# Divided Highway



## bruinsfan123 (Jan 6, 2016)

Hi All,
Recently I was thinking about Massachusetts school bus stop law. The law says oncoming traffic doesn't have to stop if there is a "divided highway with a barrier." Seems fairly ambiguous. What would LEOs consider a divided highway with a barrier? I frequently travel on a road in Boston that is two lanes in each direction (four lanes total) separated by a curb and about 20 feet of grassy median (with trees) in the middle separating the two sides of traffic Today, as I sat behind the offloading bus the cars in the opposite direction didn't stop and wait - is this as it should be? I only ask in case I'm on the road with an offloading school bus in the opposite direction. Thanks for taking the time to help clarify!


----------



## patrol22 (Oct 31, 2015)

bruinsfan123 said:


> Hi All,
> Recently I was thinking about Massachusetts school bus stop law.
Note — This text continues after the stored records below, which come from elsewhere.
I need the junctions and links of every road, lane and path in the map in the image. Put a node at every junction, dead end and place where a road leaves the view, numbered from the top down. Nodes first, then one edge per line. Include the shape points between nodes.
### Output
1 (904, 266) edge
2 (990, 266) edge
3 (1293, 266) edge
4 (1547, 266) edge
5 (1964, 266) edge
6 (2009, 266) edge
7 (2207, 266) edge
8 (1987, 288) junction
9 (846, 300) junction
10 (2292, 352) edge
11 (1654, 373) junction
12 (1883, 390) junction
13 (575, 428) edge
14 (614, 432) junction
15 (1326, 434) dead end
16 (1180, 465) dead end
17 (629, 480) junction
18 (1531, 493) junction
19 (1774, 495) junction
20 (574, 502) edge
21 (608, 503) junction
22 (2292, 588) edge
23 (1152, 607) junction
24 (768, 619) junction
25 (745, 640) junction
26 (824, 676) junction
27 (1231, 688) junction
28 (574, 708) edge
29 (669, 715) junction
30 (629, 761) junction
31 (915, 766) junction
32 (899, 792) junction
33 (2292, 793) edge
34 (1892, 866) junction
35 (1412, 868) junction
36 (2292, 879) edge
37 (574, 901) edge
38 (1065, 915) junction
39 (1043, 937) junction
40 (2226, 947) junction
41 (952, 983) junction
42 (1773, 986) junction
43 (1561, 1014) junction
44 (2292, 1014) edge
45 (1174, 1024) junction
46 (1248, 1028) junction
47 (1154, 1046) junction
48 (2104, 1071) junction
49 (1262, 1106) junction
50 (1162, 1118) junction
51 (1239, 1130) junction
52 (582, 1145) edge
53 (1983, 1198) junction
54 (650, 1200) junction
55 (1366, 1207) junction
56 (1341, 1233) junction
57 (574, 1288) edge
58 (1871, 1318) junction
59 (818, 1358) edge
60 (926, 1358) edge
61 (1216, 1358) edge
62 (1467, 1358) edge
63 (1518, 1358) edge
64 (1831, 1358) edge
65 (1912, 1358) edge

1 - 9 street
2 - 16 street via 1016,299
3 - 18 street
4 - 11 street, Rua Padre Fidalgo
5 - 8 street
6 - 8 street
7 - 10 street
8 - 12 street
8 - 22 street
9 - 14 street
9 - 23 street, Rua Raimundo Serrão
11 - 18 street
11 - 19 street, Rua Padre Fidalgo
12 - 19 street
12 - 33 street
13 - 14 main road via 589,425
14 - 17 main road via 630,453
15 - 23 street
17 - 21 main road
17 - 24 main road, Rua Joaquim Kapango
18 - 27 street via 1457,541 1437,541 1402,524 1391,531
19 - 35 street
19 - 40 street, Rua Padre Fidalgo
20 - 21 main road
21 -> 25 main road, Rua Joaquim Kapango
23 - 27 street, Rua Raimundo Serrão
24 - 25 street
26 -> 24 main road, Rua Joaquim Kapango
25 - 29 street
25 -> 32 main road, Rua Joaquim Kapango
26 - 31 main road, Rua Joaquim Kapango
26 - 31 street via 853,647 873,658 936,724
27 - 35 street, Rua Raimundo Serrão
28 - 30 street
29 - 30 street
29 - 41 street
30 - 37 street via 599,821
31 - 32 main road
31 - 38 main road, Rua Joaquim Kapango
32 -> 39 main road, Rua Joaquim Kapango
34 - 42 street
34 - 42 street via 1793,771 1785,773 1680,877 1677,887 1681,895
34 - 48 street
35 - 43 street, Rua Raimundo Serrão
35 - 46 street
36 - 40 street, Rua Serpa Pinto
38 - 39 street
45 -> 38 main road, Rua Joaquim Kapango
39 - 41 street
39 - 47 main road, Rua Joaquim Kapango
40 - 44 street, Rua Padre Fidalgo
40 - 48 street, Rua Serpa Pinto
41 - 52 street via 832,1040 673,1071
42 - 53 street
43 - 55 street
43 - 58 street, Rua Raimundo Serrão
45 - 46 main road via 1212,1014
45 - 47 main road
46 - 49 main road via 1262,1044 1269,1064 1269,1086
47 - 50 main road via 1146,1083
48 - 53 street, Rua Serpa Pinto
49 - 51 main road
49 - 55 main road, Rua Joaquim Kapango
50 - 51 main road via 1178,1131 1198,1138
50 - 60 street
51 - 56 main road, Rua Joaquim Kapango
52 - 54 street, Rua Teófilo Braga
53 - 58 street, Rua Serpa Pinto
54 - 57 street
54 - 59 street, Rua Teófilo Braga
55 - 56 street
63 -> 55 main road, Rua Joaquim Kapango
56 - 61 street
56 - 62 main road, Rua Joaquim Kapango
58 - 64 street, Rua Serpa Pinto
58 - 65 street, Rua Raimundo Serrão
The law says oncoming traffic doesn't have to stop if there is a "divided highway with a barrier." Seems fairly ambiguous. What would LEOs consider a divided highway with a barrier? I frequently travel on a road in Boston that is two lanes in each direction (four lanes total) separated by a curb and about 20 feet of grassy median (with trees) in the middle separating the two sides of traffic Today, as I sat behind the offloading bus the cars in the opposite direction didn't stop and wait - is this as it should be? I only ask in case I'm on the road with an offloading school bus in the opposite direction. Thanks for taking the time to help clarify!


An ambiguous Mass law? Unbelievable 

I think your all set though, sounds like the curb and median would count as the divider for the road.


----------